Writings devoted to exploring the joys and difficulties of practice, of sangha, and to that most important endeavor of all: learning to care as deeply as possible.

Friday, October 7, 2011

The Poles of Writing and Zazen


I have a feeling this evening, a somewhat mystical feeling, that what I need to do right now is to start writing, and just keep writing – about my practice, my life, my academic inclinations.  Like zazen, when I begin to write, everything opens up.  And when I stop writing, like when I stop zazen, everything closes. 

I was thinking of my parents earlier today, because I shared my blog with them.  I wasn’t sure that it would make sense outside of a Buddhist context, but I figured I would share myself.  Thinking of my parents, and thinking about writing, something special happened: I remembered writing as a child, and how much it meant to me, how freeing it was.  I remembered writing as a teenager, and what a powerful emotional outlet it was.  I thought of my late teenage years and my first intellectual explorations, fervently exploring philosophy and religion, filling notebooks with all manner of notes and quotes, mixed with poetry and sketches for performance art pieces and plays I fantasized about performing. 

Thinking of my parents and of myself writing brought me to this feeling of writing as a real home for me, like zazen is a home for me.  Anywhere on the planet, writing and zazen serve as home.  As different forms of home, of spaces of freedom and development, writing and zazen serve as two complementary poles for me.  The pole of writing is that space where I let myself chase down everything, where I pursue and develop all my thoughts.   The pole of zazen is the space, not necessarily of stillness, but of allowing myself not to pursue, not to develop, not to desire.  Zazen is the space where I need do nothing but be with what I already happen to be.  There’s a dialectic between these two poles; going back and forth between them feels like a good way for me to live. 

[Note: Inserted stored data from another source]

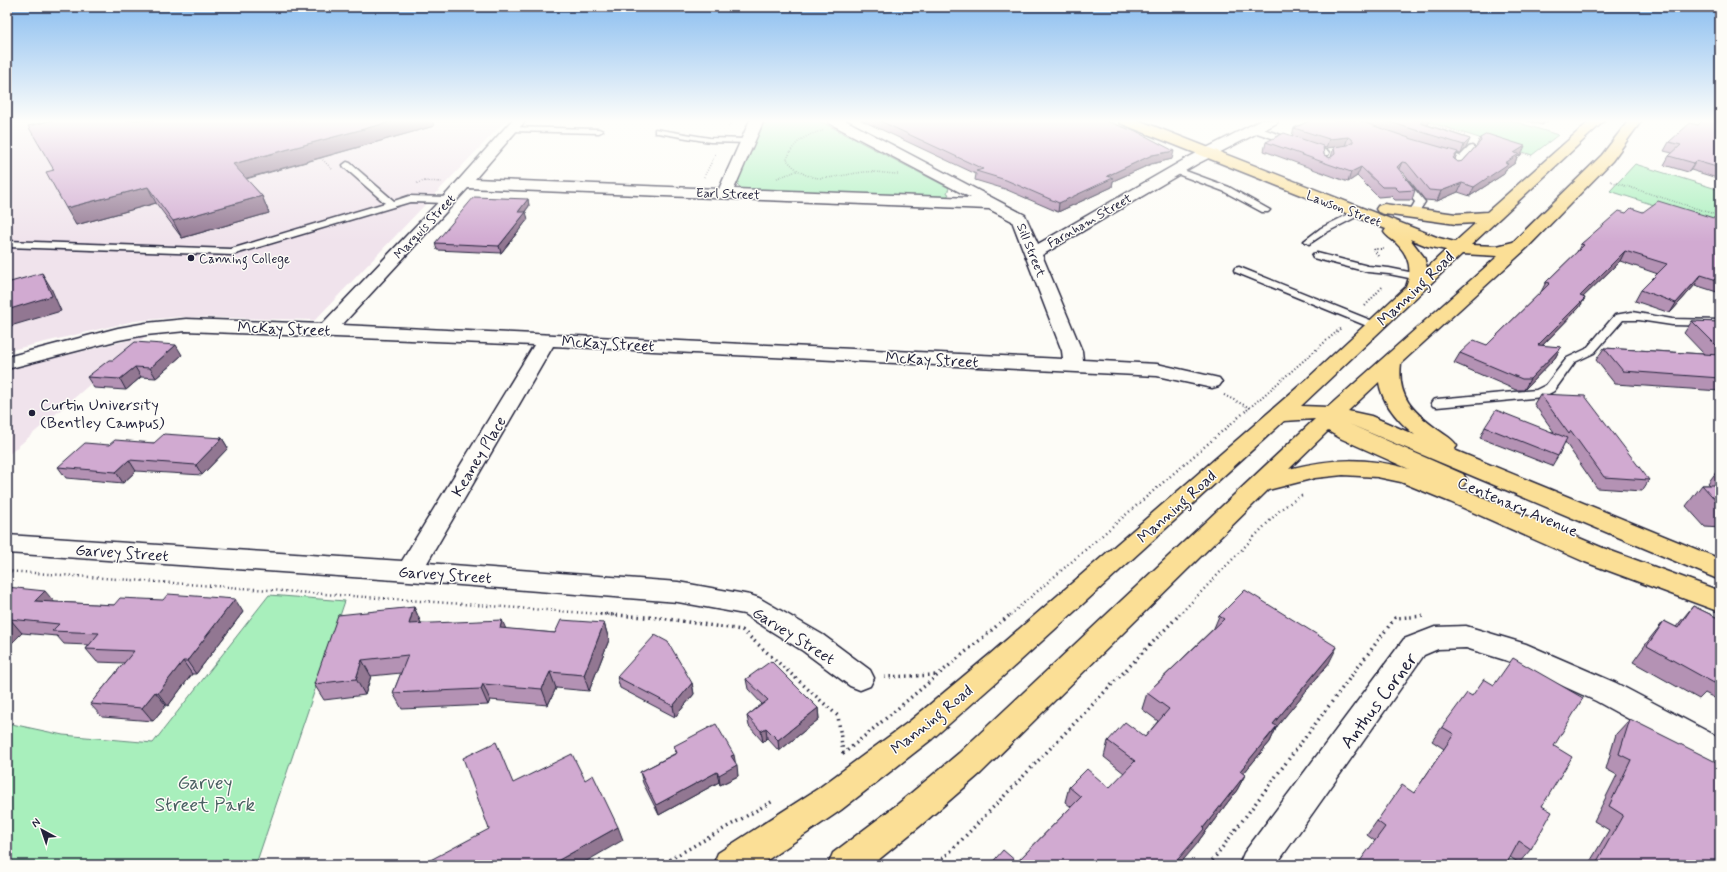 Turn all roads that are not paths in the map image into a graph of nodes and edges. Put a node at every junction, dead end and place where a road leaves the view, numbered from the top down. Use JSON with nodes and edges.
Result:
{"nodes":[{"id":1,"x":484,"y":161,"type":"edge"},
{"id":2,"x":740,"y":161,"type":"edge"},
{"id":3,"x":902,"y":161,"type":"edge"},
{"id":4,"x":1193,"y":161,"type":"edge"},
{"id":5,"x":1223,"y":161,"type":"edge"},
{"id":6,"x":1260,"y":161,"type":"edge"},
{"id":7,"x":1461,"y":161,"type":"edge"},
{"id":8,"x":1554,"y":161,"type":"edge"},
{"id":9,"x":1604,"y":161,"type":"edge"},
{"id":10,"x":347,"y":165,"type":"dead end"},
{"id":11,"x":1455,"y":167,"type":"edge"},
{"id":12,"x":1175,"y":170,"type":"junction"},
{"id":13,"x":1399,"y":175,"type":"edge"},
{"id":14,"x":464,"y":183,"type":"junction"},
{"id":15,"x":725,"y":193,"type":"junction"},
{"id":16,"x":448,"y":200,"type":"junction"},
{"id":17,"x":392,"y":204,"type":"junction"},
{"id":18,"x":992,"y":204,"type":"junction"},
{"id":19,"x":1384,"y":209,"type":"junction"},
{"id":20,"x":1265,"y":210,"type":"dead end"},
{"id":21,"x":1357,"y":213,"type":"junction"},
{"id":22,"x":1413,"y":214,"type":"junction"},
{"id":23,"x":1491,"y":217,"type":"junction"},
{"id":24,"x":1309,"y":241,"type":"dead end"},
{"id":25,"x":7,"y":244,"type":"edge"},
{"id":26,"x":1466,"y":246,"type":"junction"},
{"id":27,"x":1518,"y":246,"type":"junction"},
{"id":28,"x":1034,"y":252,"type":"junction"},
{"id":29,"x":1317,"y":256,"type":"dead end"},
{"id":30,"x":1239,"y":270,"type":"dead end"},
{"id":31,"x":1487,"y":274,"type":"junction"},
{"id":32,"x":1416,"y":283,"type":"junction"},
{"id":33,"x":1720,"y":324,"type":"edge"},
{"id":34,"x":1376,"y":326,"type":"junction"},
{"id":35,"x":327,"y":330,"type":"junction"},
{"id":36,"x":547,"y":340,"type":"junction"},
{"id":37,"x":1391,"y":361,"type":"junction"},
{"id":38,"x":7,"y":363,"type":"edge"},
{"id":39,"x":1074,"y":366,"type":"junction"},
{"id":40,"x":1212,"y":382,"type":"road end"},
{"id":41,"x":1313,"y":384,"type":"junction"},
{"id":42,"x":1437,"y":403,"type":"dead end"},
{"id":43,"x":1327,"y":415,"type":"junction"},
{"id":44,"x":1277,"y":416,"type":"junction"},
{"id":45,"x":1499,"y":477,"type":"junction"},
{"id":46,"x":1259,"y":485,"type":"junction"},
{"id":47,"x":7,"y":544,"type":"edge"},
{"id":48,"x":1720,"y":570,"type":"edge"},
{"id":49,"x":409,"y":572,"type":"junction"},
{"id":50,"x":1720,"y":592,"type":"edge"},
{"id":51,"x":1720,"y":602,"type":"edge"},
{"id":52,"x":860,"y":678,"type":"road end"},
{"id":53,"x":1720,"y":753,"type":"edge"},
{"id":54,"x":730,"y":865,"type":"edge"},
{"id":55,"x":845,"y":865,"type":"edge"},
{"id":56,"x":1256,"y":865,"type":"edge"}],
"edges":[{"from":1,"to":14,"type":"street","name":"Marquis Street"},
{"from":2,"to":15,"type":"street"},
{"from":3,"to":18,"type":"street","name":"Sill Street"},
{"from":4,"to":12,"type":"street","name":"Farnham Street"},
{"from":5,"to":21,"type":"main road","name":"Lawson Street"},
{"from":6,"to":19,"type":"main road","name":"Lawson Street"},
{"from":7,"to":11,"type":"lane"},
{"from":8,"to":23,"type":"main road","name":"Manning Road"},
{"from":9,"to":27,"type":"main road"},
{"from":10,"to":17,"type":"lane"},
{"from":12,"to":20,"type":"lane"},
{"from":12,"to":28,"type":"street","name":"Farnham Street"},
{"from":13,"to":22,"type":"lane"},
{"from":14,"to":15,"type":"street","name":"Earl Street"},
{"from":14,"to":16,"type":"street","name":"Marquis Street"},
{"from":15,"to":18,"type":"street","name":"Earl Street"},
{"from":16,"to":17,"type":"lane"},
{"from":16,"to":35,"type":"street","name":"Marquis Street"},
{"from":17,"to":25,"type":"lane"},
{"from":18,"to":28,"type":"street","name":"Sill Street"},
{"from":19,"to":22,"type":"main road"},
{"from":19,"to":26,"type":"main road","name":"Lawson Street"},
{"from":21,"to":24,"type":"lane"},
{"from":21,"to":26,"type":"main road","name":"Lawson Street"},
{"from":21,"to":32,"type":"main road"},
{"from":22,"to":23,"type":"main road"},
{"from":23,"to":26,"type":"main road","name":"Manning Road"},
{"from":26,"to":27,"type":"main road","name":"Lawson Street"},
{"from":26,"to":31,"type":"main road","name":"Lawson Street"},
{"from":26,"to":32,"type":"main road","name":"Manning Road"},
{"from":27,"to":31,"type":"main road"},
{"from":28,"to":39,"type":"street","name":"Sill Street"},
{"from":29,"to":32,"type":"lane"},
{"from":30,"to":34,"type":"lane"},
{"from":31,"to":37,"type":"main road"},
{"from":32,"to":34,"type":"main road","name":"Manning Road"},
{"from":33,"to":42,"type":"lane"},
{"from":34,"to":41,"type":"main road","name":"Manning Road"},
{"from":35,"to":36,"type":"street","name":"McKay Street"},
{"from":35,"to":38,"type":"street","name":"McKay Street"},
{"from":36,"to":39,"type":"street","name":"McKay Street"},
{"from":36,"to":49,"type":"street","name":"Keaney Place"},
{"from":37,"to":43,"type":"main road"},
{"from":37,"to":45,"type":"main road"},
{"from":39,"to":40,"type":"street","name":"McKay Street"},
{"from":41,"to":43,"type":"main road"},
{"from":41,"to":44,"type":"main road","name":"Manning Road"},
{"from":43,"to":44,"type":"main road","name":"Centenary Avenue"},
{"from":43,"to":45,"type":"main road","name":"Centenary Avenue"},
{"from":43,"to":46,"type":"main road"},
{"from":43,"to":50,"type":"main road","name":"Centenary Avenue"},
{"from":44,"to":54,"type":"main road","name":"Manning Road"},
{"from":45,"to":48,"type":"main road","name":"Centenary Avenue"},
{"from":46,"to":51,"type":"main road"},
{"from":46,"to":55,"type":"main road"},
{"from":47,"to":49,"type":"street","name":"Garvey Street"},
{"from":49,"to":52,"type":"street","name":"Garvey Street"},
{"from":53,"to":56,"type":"street","name":"Anthus Corner"}]}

There’s more that I want to say about both opening and closing in relation to the poles of writing and zazen.  When I wrote my post on dukkha, I had a feeling of opening, of growth, of expansion.  Regardless of how it reads as a post… as a post perhaps it is trivial… that writing, re-written many times, meant for me a small step forward, and that small step was experienced as an expansion that I haven’t had from simply reading about dukkha, or even from talking about it.  Now I know it in some way, I’ve gained some closeness with dukkha via the intimate act of writing, of re-working certain thoughts over and over again. 

When I don’t engage in this process, there is a feeling of being closed, or better, of lacking a feeling of aliveness – like a flower closing when there is no sun.  This feeling of being closed, like my light has faded, is a powerful but also common experience for me – a definitive experience.  The feeling that my light is dim is a major part of how I experience life, a part that I accept, but that I also believe to be an essentially tragic part of life – but a tragedy that can most certainly be solved, although how to do so is not obvious.  My strongest desire in life is to alleviate this feeling and live with vitality – to have relationships, conversations, occupations, to act in ways that produce this growth and expansion that writing brings me.  I have rarely – personally – felt this kind of dynamic growth at the zen center, because I have not had sustained conversations or sustained studies geared towards really fleshing out an idea and making it one’s own.  Many good conversations, yes, and many people I care for… I truly honor the space as one fully dedicated to supporting all members of the sangha in their growth… but this is one thing the classes at the zen center have failed to bring me.  The pole of zazen is strong there, of the creative, intellectual pole exemplified here by writing, I am not so sure.  Both poles are utterly important in order to understand, for example, Dogen. 

It has been for me surrealistically difficult to grow in this way, in this world, regardless of all the institutions whose purpose it is to support us in vital growth and understanding.  Thinking back to all my academic experiences, in which I always passionately desired to learn, I have had only one experience of truly vital learning, and that was in the living room of my first philosophy teacher.  Yes, we drank and talked late into the night, but I have done that a thousand times with a thousand people – what stood out was that he was able to help us really play with, engage, and absorb thinkers like Heidegger.  I truly hope to find a way to learn in such a vital way about Buddhism.  I harbor a hope that, someday soon, I will be able to engage in vital pursuits of learning, with others, as a sangha, in the same way that I engage myself when I write… exploring the nuances over and over again, and thus coming to live and breath and embody an understanding. When people succeed in developing that way together, some form of love tends to occur.  

The complimentary pole of zazen is another variety of opening and expansion.  And the closing that occurs when I don’t sit zazen is another kind of closing.  But enough for now.